Now, last night was Halloween, and, being fairly churchy, I opted to take my kids to a Harvest Family Fun and Fall Time Celebration For the Ages Festival, or something. Initially I thought they were required to wear Biblical costumes and, being a rule-keeper of sorts, I tossed around some ideas with the MOG and then settled on Daniel and some friendly lions. My life is a comedy of errors, and piecing together these lions from thrift store costumes and yarn and hot glue and wigs (which I ended up not using) and face paint was challenging, all right? It challenged me. Lucky for me, my kids are still small and they thought they looked GREAT and even wanted to be entered in the costume contest, which we would have only won with the sympathy vote.

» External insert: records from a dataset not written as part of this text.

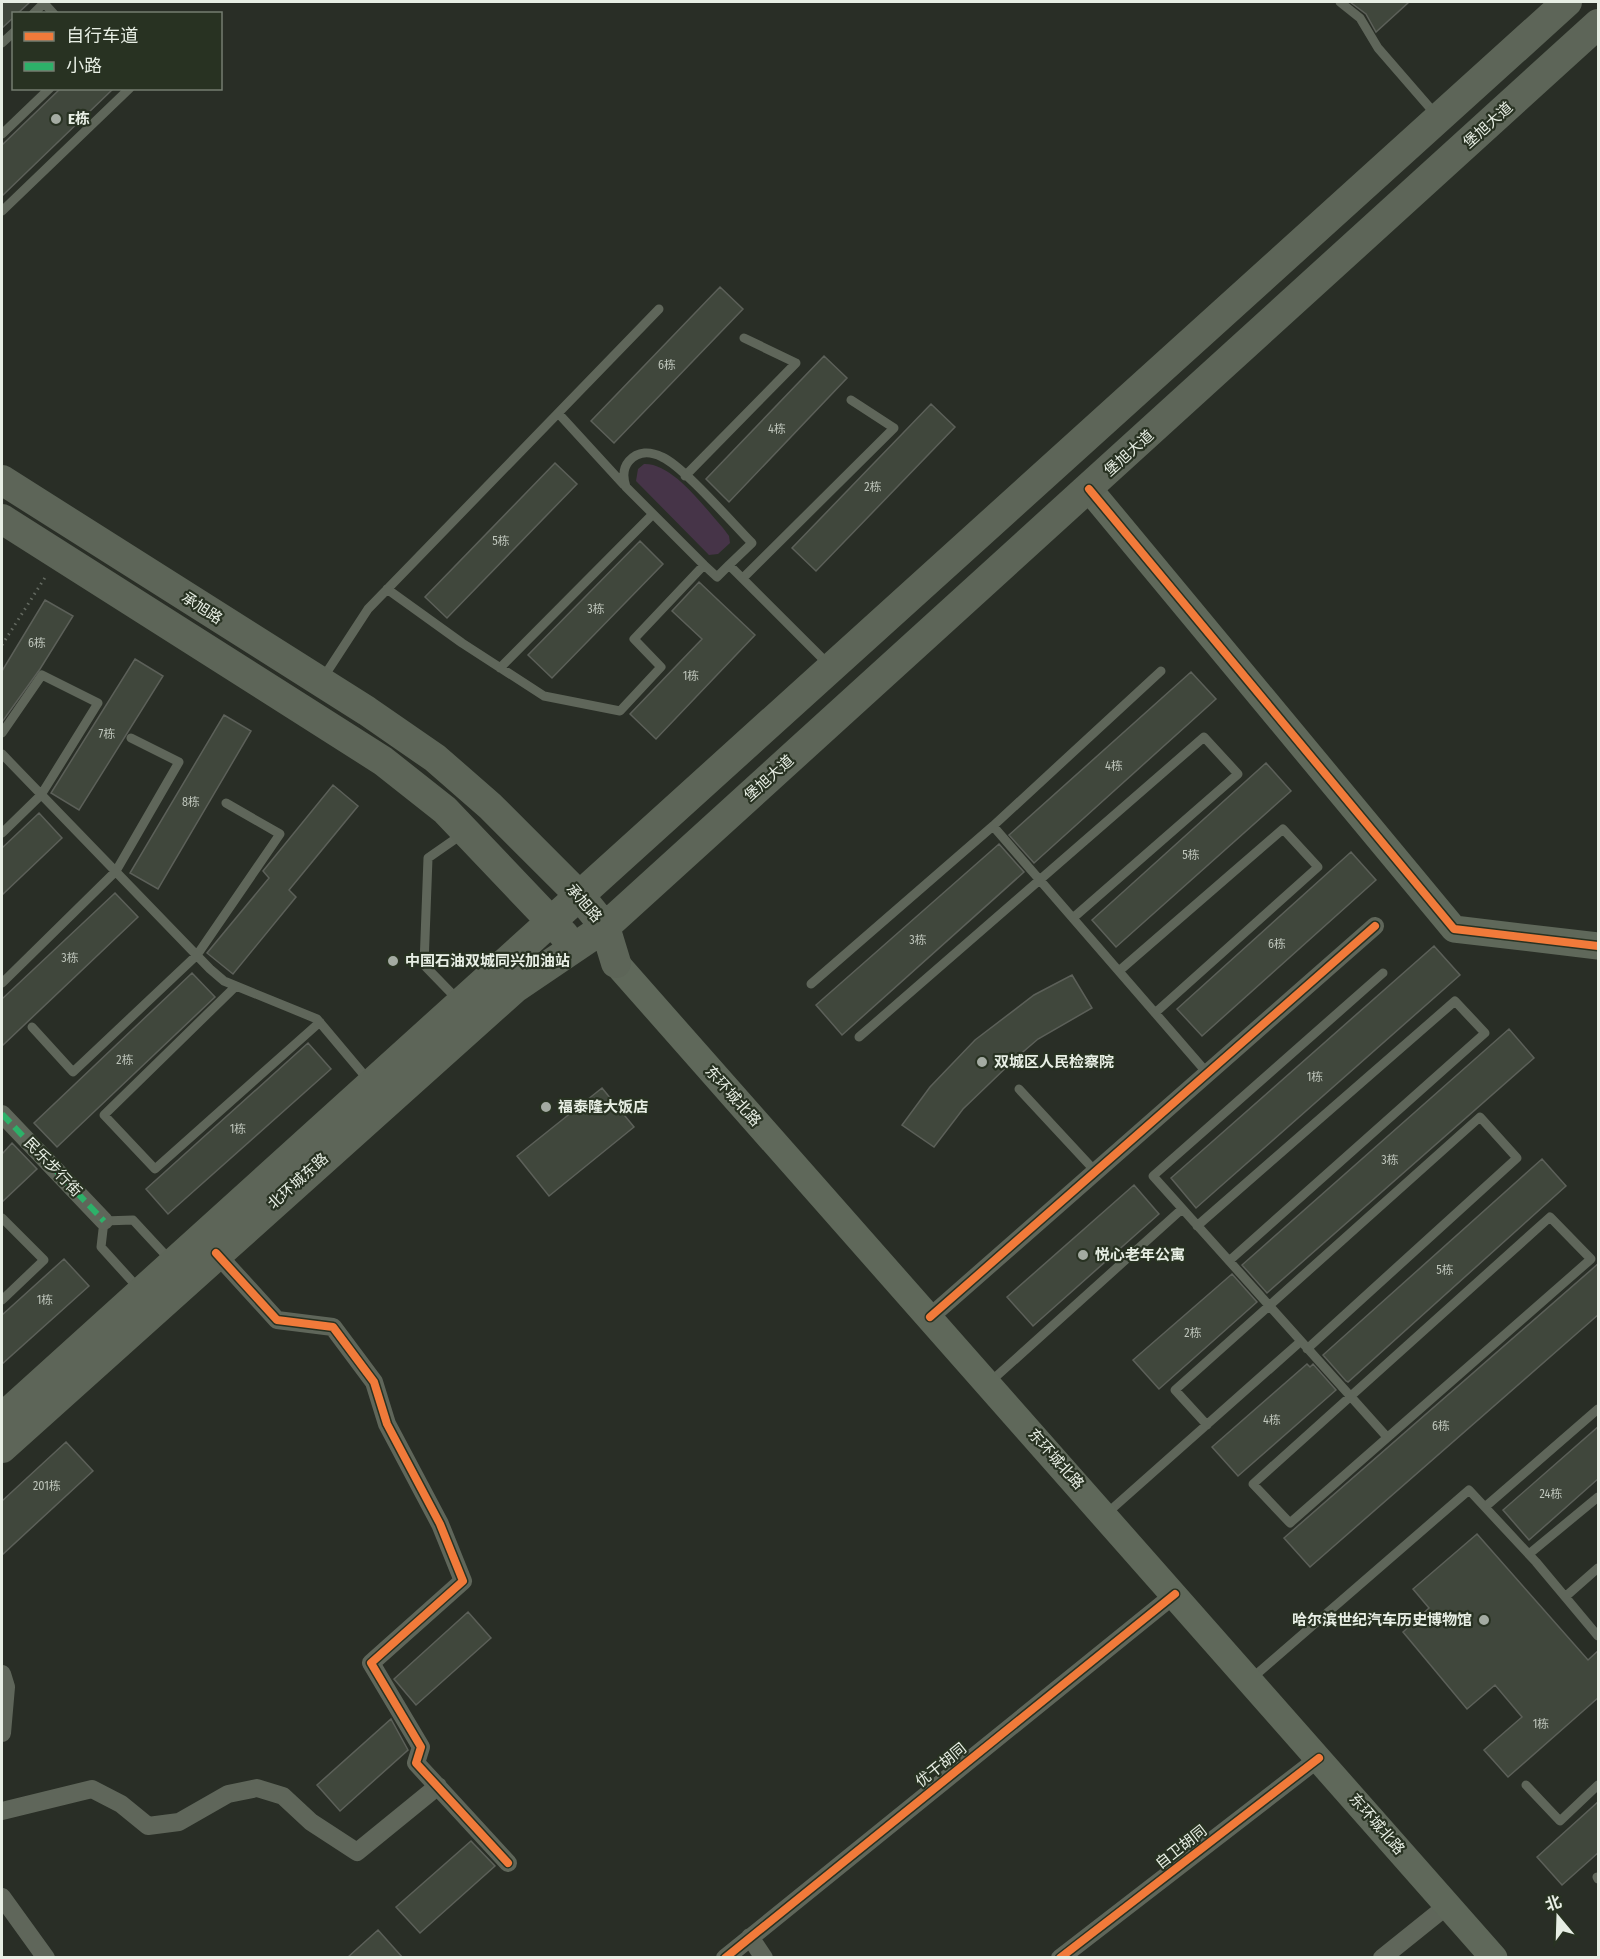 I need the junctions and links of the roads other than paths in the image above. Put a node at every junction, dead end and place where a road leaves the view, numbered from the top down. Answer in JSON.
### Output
{"nodes":[{"id":1,"x":1340,"y":2,"type":"edge"},
{"id":2,"x":1566,"y":2,"type":"edge"},
{"id":3,"x":1599,"y":24,"type":"edge"},
{"id":4,"x":48,"y":90,"type":"edge"},
{"id":5,"x":127,"y":90,"type":"edge"},
{"id":6,"x":1438,"y":117,"type":"junction"},
{"id":7,"x":2,"y":134,"type":"edge"},
{"id":8,"x":2,"y":211,"type":"edge"},
{"id":9,"x":658,"y":309,"type":"dead end"},
{"id":10,"x":744,"y":338,"type":"dead end"},
{"id":11,"x":851,"y":400,"type":"dead end"},
{"id":12,"x":558,"y":413,"type":"junction"},
{"id":13,"x":685,"y":476,"type":"junction"},
{"id":14,"x":2,"y":480,"type":"edge"},
{"id":15,"x":626,"y":487,"type":"junction"},
{"id":16,"x":1089,"y":489,"type":"junction"},
{"id":17,"x":653,"y":514,"type":"junction"},
{"id":18,"x":2,"y":519,"type":"edge"},
{"id":19,"x":704,"y":565,"type":"junction"},
{"id":20,"x":729,"y":565,"type":"junction"},
{"id":21,"x":743,"y":578,"type":"junction"},
{"id":22,"x":387,"y":589,"type":"junction"},
{"id":23,"x":832,"y":667,"type":"junction"},
{"id":24,"x":500,"y":668,"type":"junction"},
{"id":25,"x":1161,"y":671,"type":"dead end"},
{"id":26,"x":320,"y":683,"type":"junction"},
{"id":27,"x":2,"y":733,"type":"edge"},
{"id":28,"x":131,"y":738,"type":"dead end"},
{"id":29,"x":2,"y":754,"type":"edge"},
{"id":30,"x":42,"y":795,"type":"junction"},
{"id":31,"x":226,"y":803,"type":"dead end"},
{"id":32,"x":993,"y":826,"type":"junction"},
{"id":33,"x":465,"y":832,"type":"junction"},
{"id":34,"x":2,"y":833,"type":"edge"},
{"id":35,"x":116,"y":871,"type":"junction"},
{"id":36,"x":1040,"y":880,"type":"junction"},
{"id":37,"x":579,"y":895,"type":"junction"},
{"id":38,"x":1073,"y":918,"type":"junction"},
{"id":39,"x":551,"y":921,"type":"junction"},
{"id":40,"x":1375,"y":926,"type":"dead end"},
{"id":41,"x":604,"y":927,"type":"junction"},
{"id":42,"x":1599,"y":946,"type":"edge"},
{"id":43,"x":575,"y":947,"type":"junction"},
{"id":44,"x":197,"y":955,"type":"junction"},
{"id":45,"x":616,"y":963,"type":"junction"},
{"id":46,"x":1119,"y":971,"type":"junction"},
{"id":47,"x":1383,"y":973,"type":"dead end"},
{"id":48,"x":2,"y":983,"type":"edge"},
{"id":49,"x":811,"y":984,"type":"dead end"},
{"id":50,"x":236,"y":986,"type":"junction"},
{"id":51,"x":460,"y":1003,"type":"junction"},
{"id":52,"x":1155,"y":1013,"type":"junction"},
{"id":53,"x":320,"y":1022,"type":"junction"},
{"id":54,"x":32,"y":1027,"type":"dead end"},
{"id":55,"x":859,"y":1037,"type":"dead end"},
{"id":56,"x":1208,"y":1074,"type":"junction"},
{"id":57,"x":1019,"y":1089,"type":"dead end"},
{"id":58,"x":380,"y":1092,"type":"junction"},
{"id":59,"x":2,"y":1114,"type":"edge"},
{"id":60,"x":1096,"y":1172,"type":"junction"},
{"id":61,"x":1182,"y":1209,"type":"junction"},
{"id":62,"x":2,"y":1218,"type":"edge"},
{"id":63,"x":104,"y":1221,"type":"junction"},
{"id":64,"x":1197,"y":1226,"type":"junction"},
{"id":65,"x":216,"y":1253,"type":"junction"},
{"id":66,"x":1228,"y":1261,"type":"junction"},
{"id":67,"x":173,"y":1263,"type":"junction"},
{"id":68,"x":141,"y":1292,"type":"junction"},
{"id":69,"x":2,"y":1300,"type":"edge"},
{"id":70,"x":1268,"y":1305,"type":"junction"},
{"id":71,"x":930,"y":1317,"type":"junction"},
{"id":72,"x":1304,"y":1345,"type":"junction"},
{"id":73,"x":988,"y":1383,"type":"junction"},
{"id":74,"x":1351,"y":1397,"type":"junction"},
{"id":75,"x":1599,"y":1408,"type":"edge"},
{"id":76,"x":2,"y":1418,"type":"edge"},
{"id":77,"x":1207,"y":1425,"type":"junction"},
{"id":78,"x":1386,"y":1437,"type":"junction"},
{"id":79,"x":2,"y":1448,"type":"edge"},
{"id":80,"x":1599,"y":1497,"type":"edge"},
{"id":81,"x":1485,"y":1507,"type":"junction"},
{"id":82,"x":1105,"y":1515,"type":"junction"},
{"id":83,"x":1529,"y":1554,"type":"junction"},
{"id":84,"x":1599,"y":1568,"type":"edge"},
{"id":85,"x":1175,"y":1594,"type":"junction"},
{"id":86,"x":1565,"y":1597,"type":"junction"},
{"id":87,"x":1599,"y":1636,"type":"edge"},
{"id":88,"x":2,"y":1674,"type":"edge"},
{"id":89,"x":1250,"y":1679,"type":"junction"},
{"id":90,"x":2,"y":1732,"type":"edge"},
{"id":91,"x":1319,"y":1758,"type":"junction"},
{"id":92,"x":1526,"y":1785,"type":"dead end"},
{"id":93,"x":1599,"y":1785,"type":"edge"},
{"id":94,"x":438,"y":1786,"type":"junction"},
{"id":95,"x":2,"y":1811,"type":"edge"},
{"id":96,"x":508,"y":1863,"type":"dead end"},
{"id":97,"x":2,"y":1897,"type":"edge"},
{"id":98,"x":1448,"y":1905,"type":"junction"},
{"id":99,"x":750,"y":1937,"type":"junction"},
{"id":100,"x":46,"y":1958,"type":"edge"},
{"id":101,"x":725,"y":1958,"type":"edge"},
{"id":102,"x":764,"y":1958,"type":"edge"},
{"id":103,"x":1060,"y":1958,"type":"edge"},
{"id":104,"x":1382,"y":1958,"type":"edge"},
{"id":105,"x":1494,"y":1958,"type":"edge"}],
"edges":[{"from":1,"to":6,"type":"lane"},
{"from":2,"to":6,"type":"main road"},
{"from":3,"to":16,"type":"main road","name":"堡旭大道"},
{"from":4,"to":7,"type":"lane"},
{"from":5,"to":8,"type":"lane"},
{"from":6,"to":23,"type":"main road"},
{"from":9,"to":12,"type":"lane"},
{"from":10,"to":13,"type":"lane"},
{"from":11,"to":21,"type":"lane"},
{"from":12,"to":15,"type":"lane"},
{"from":12,"to":22,"type":"lane"},
{"from":13,"to":15,"type":"lane"},
{"from":13,"to":20,"type":"lane"},
{"from":14,"to":26,"type":"main road","name":"承旭路"},
{"from":15,"to":17,"type":"lane"},
{"from":16,"to":41,"type":"main road","name":"堡旭大道"},
{"from":16,"to":42,"type":"main road"},
{"from":17,"to":19,"type":"lane"},
{"from":17,"to":24,"type":"lane"},
{"from":18,"to":33,"type":"main road"},
{"from":19,"to":20,"type":"lane"},
{"from":19,"to":24,"type":"lane"},
{"from":20,"to":21,"type":"lane"},
{"from":21,"to":23,"type":"lane"},
{"from":22,"to":24,"type":"lane"},
{"from":22,"to":26,"type":"lane"},
{"from":23,"to":37,"type":"main road"},
{"from":25,"to":32,"type":"lane"},
{"from":26,"to":37,"type":"main road","name":"承旭路"},
{"from":27,"to":30,"type":"lane"},
{"from":28,"to":35,"type":"lane"},
{"from":29,"to":30,"type":"lane"},
{"from":30,"to":34,"type":"lane"},
{"from":30,"to":35,"type":"lane"},
{"from":31,"to":44,"type":"lane"},
{"from":32,"to":36,"type":"lane"},
{"from":32,"to":49,"type":"lane"},
{"from":33,"to":39,"type":"main road"},
{"from":33,"to":51,"type":"lane"},
{"from":35,"to":44,"type":"lane"},
{"from":35,"to":48,"type":"lane"},
{"from":36,"to":38,"type":"lane"},
{"from":36,"to":38,"type":"lane"},
{"from":36,"to":55,"type":"lane"},
{"from":37,"to":39,"type":"main road","name":"北环城东路"},
{"from":37,"to":41,"type":"main road","name":"承旭路"},
{"from":38,"to":46,"type":"lane"},
{"from":39,"to":43,"type":"main road"},
{"from":39,"to":51,"type":"main road","name":"北环城东路"},
{"from":40,"to":56,"type":"street"},
{"from":41,"to":43,"type":"main road","name":"北环城东路"},
{"from":41,"to":45,"type":"main road","name":"承旭路"},
{"from":43,"to":45,"type":"main road"},
{"from":43,"to":58,"type":"main road","name":"北环城东路"},
{"from":44,"to":50,"type":"lane"},
{"from":44,"to":54,"type":"lane"},
{"from":45,"to":71,"type":"main road","name":"东环城北路"},
{"from":46,"to":52,"type":"lane"},
{"from":46,"to":52,"type":"lane"},
{"from":47,"to":61,"type":"lane"},
{"from":50,"to":53,"type":"lane"},
{"from":50,"to":53,"type":"lane"},
{"from":51,"to":58,"type":"main road","name":"北环城东路"},
{"from":52,"to":56,"type":"lane"},
{"from":53,"to":58,"type":"lane"},
{"from":56,"to":60,"type":"street"},
{"from":57,"to":60,"type":"lane"},
{"from":58,"to":65,"type":"main road","name":"北环城东路"},
{"from":58,"to":67,"type":"main road","name":"北环城东路"},
{"from":59,"to":63,"type":"street","name":"民乐步行街"},
{"from":60,"to":71,"type":"street"},
{"from":61,"to":64,"type":"lane"},
{"from":61,"to":73,"type":"lane"},
{"from":62,"to":69,"type":"lane"},
{"from":63,"to":67,"type":"lane"},
{"from":63,"to":68,"type":"lane"},
{"from":64,"to":66,"type":"lane"},
{"from":64,"to":66,"type":"lane"},
{"from":65,"to":79,"type":"main road","name":"北环城东路"},
{"from":65,"to":94,"type":"street"},
{"from":66,"to":70,"type":"lane"},
{"from":67,"to":68,"type":"main road","name":"北环城东路"},
{"from":68,"to":76,"type":"main road","name":"北环城东路"},
{"from":70,"to":72,"type":"lane"},
{"from":70,"to":72,"type":"lane"},
{"from":70,"to":77,"type":"lane"},
{"from":71,"to":73,"type":"main road","name":"东环城北路"},
{"from":72,"to":74,"type":"lane"},
{"from":72,"to":77,"type":"lane"},
{"from":73,"to":82,"type":"main road","name":"东环城北路"},
{"from":74,"to":78,"type":"lane"},
{"from":74,"to":78,"type":"lane"},
{"from":74,"to":78,"type":"lane"},
{"from":75,"to":81,"type":"lane"},
{"from":77,"to":82,"type":"lane"},
{"from":80,"to":83,"type":"lane"},
{"from":81,"to":83,"type":"lane"},
{"from":81,"to":89,"type":"lane"},
{"from":82,"to":85,"type":"main road","name":"东环城北路"},
{"from":83,"to":86,"type":"lane"},
{"from":84,"to":86,"type":"lane"},
{"from":85,"to":89,"type":"main road","name":"东环城北路"},
{"from":85,"to":99,"type":"street","name":"优干胡同"},
{"from":86,"to":87,"type":"lane"},
{"from":88,"to":90,"type":"street"},
{"from":89,"to":91,"type":"main road","name":"东环城北路"},
{"from":91,"to":98,"type":"main road","name":"东环城北路"},
{"from":91,"to":103,"type":"street","name":"自卫胡同"},
{"from":92,"to":93,"type":"lane"},
{"from":94,"to":95,"type":"street"},
{"from":94,"to":96,"type":"street"},
{"from":97,"to":100,"type":"street"},
{"from":98,"to":104,"type":"street"},
{"from":98,"to":105,"type":"main road","name":"东环城北路"},
{"from":99,"to":101,"type":"street","name":"优干胡同"},
{"from":99,"to":102,"type":"street"}]}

We did it. Tristan sat in the stroller as long as he had something extremely sticky to eat, and, considering that I had squeezed him into an abusively small hand-me-down lion suit, it was a good call to not let him try to walk. The other kids did ring toss and clothespin fishing and all the other sorts of things you do at this sort of thing, and I hung out and ate their candy. After 4 or 5 years, we went out to the outdoor part of the festivities and they jumped in bouncy houses and then Brynn found out about the pony rides and I am rapidly learning to do whatever Brynn wants. She almost has me trained. Toby pulled what is probably the best thing he's ever done and waited in line and got hot dogs for us. I'm starting to think these little people might be useful someday. But then, Brynn desperately had to use the potty, and so I ended up scarfing my hot dog in the ladies room. I didn't even think about it until some of the other waiting moms offered their sympathy, "You just gotta eat while you can," they said, averting their eyes as ketchup ran down my arm and into Tristan's hair, blending seamlessly into the clumped face paint and chunks of melted chocolate.

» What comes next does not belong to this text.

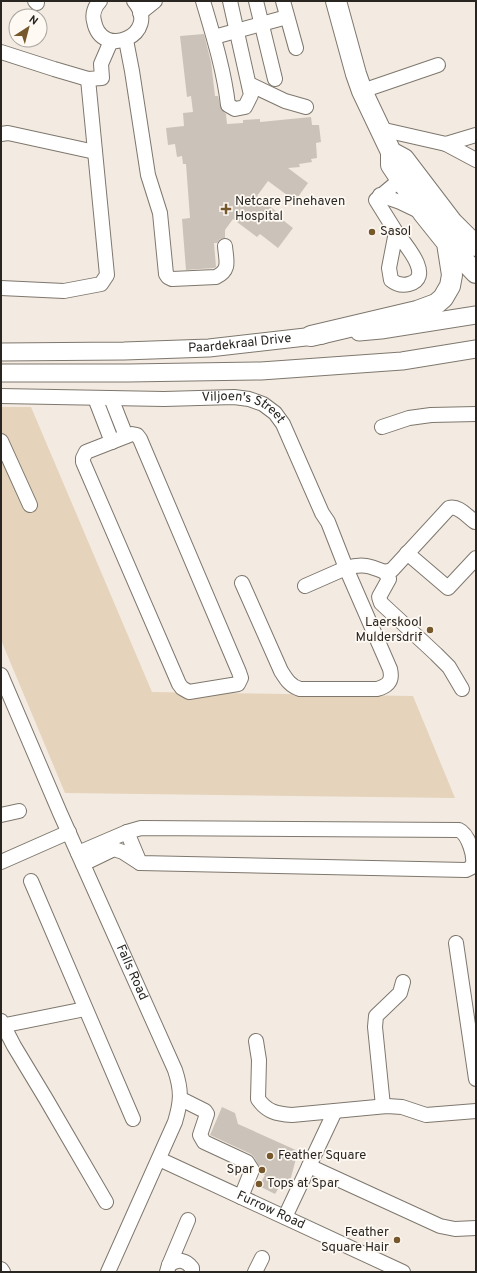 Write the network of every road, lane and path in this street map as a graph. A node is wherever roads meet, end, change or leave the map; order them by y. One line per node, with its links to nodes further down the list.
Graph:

I should wrap this up, because I bet the MOG quit reading several paragraphs ago. "It's too long!" says the guy who watched an entire season of Lost in one day. It was a fun night, it was an exhausting night. I think they had a really great time, and I will continue thinking that until I am confronted in a therapy session 20 years from now.

Wednesday, October 31, 2012

Toby has a lot of ideas. I remember, as a kid, making criminal mastermind plans with my dad, stuff like "What would be the best way to rip off Margarita's?" which, in retrospect, was shooting for the fence a little, since Margarita's, a longstanding Conroe establishment, probably was barely operating in the black and we would have used our brilliance to abscond with $325 in quarters and 5 dollar bills. Still. If it came down to it and I needed to commit a crime, I think I could be pretty smart about it unless it involved physical coordination. Put me in one of those laser security setups and I'd trip and trigger the alarm in like 1 second, and the Russians would totally murderize me. But none of this is the point.

Today, while we were driving from Walmart to Mcdonald's (because we are America), Toby was calculating how many hours we had before we had to be home to meet R2's bus, and he started thinking out loud. "What if," he said, "We had a robot that was really good at taking care of kids, and it never had to go anywhere or drive or anything." (I was already on board.) "And," he continued, "It could just stay home and keep the house clean, and it would be there to get Richy off the bus, and we could just stay out as long as we wanted..." The whole idea was solid, and if I were an investor, I'd be pulling out checkbooks or portfolios and gold-plated pens and stuff. (Side note: just realized I totally left the groceries in the car. Nuts.)

But I'm not an investor, I'm like a hundred-aire, and that's just because we haven't paid the bills yet. Also, I have some serious concerns about employing a robot force, for a variety of reasons. First, the practical: I have phones and computers and stuff, and on occasion they do stupid stuff and just quit working and I am adrift, googling for a cure and ending up with the Geniuses, who either charge $300 or just connect one wire and try not to imply that I have cauliflower for brains. Now, if I had a robot that was supposed to do even basic stuff, like scrub perma-berry from a NutriGrain bar off the floor, and said robot got a little glitchy, it might be terrible, like what if it used a ray gun on the perma-berry, instead of a scrubber? and now I have a gaping hole in the bathroom floor and all the children are in danger. And then I have to pack up my malfunctioning robot and take it to the Apple Store, and I already have a lot of kids, I don't need a disobedient robot to add to the reasons I get a side-eye in Leawood.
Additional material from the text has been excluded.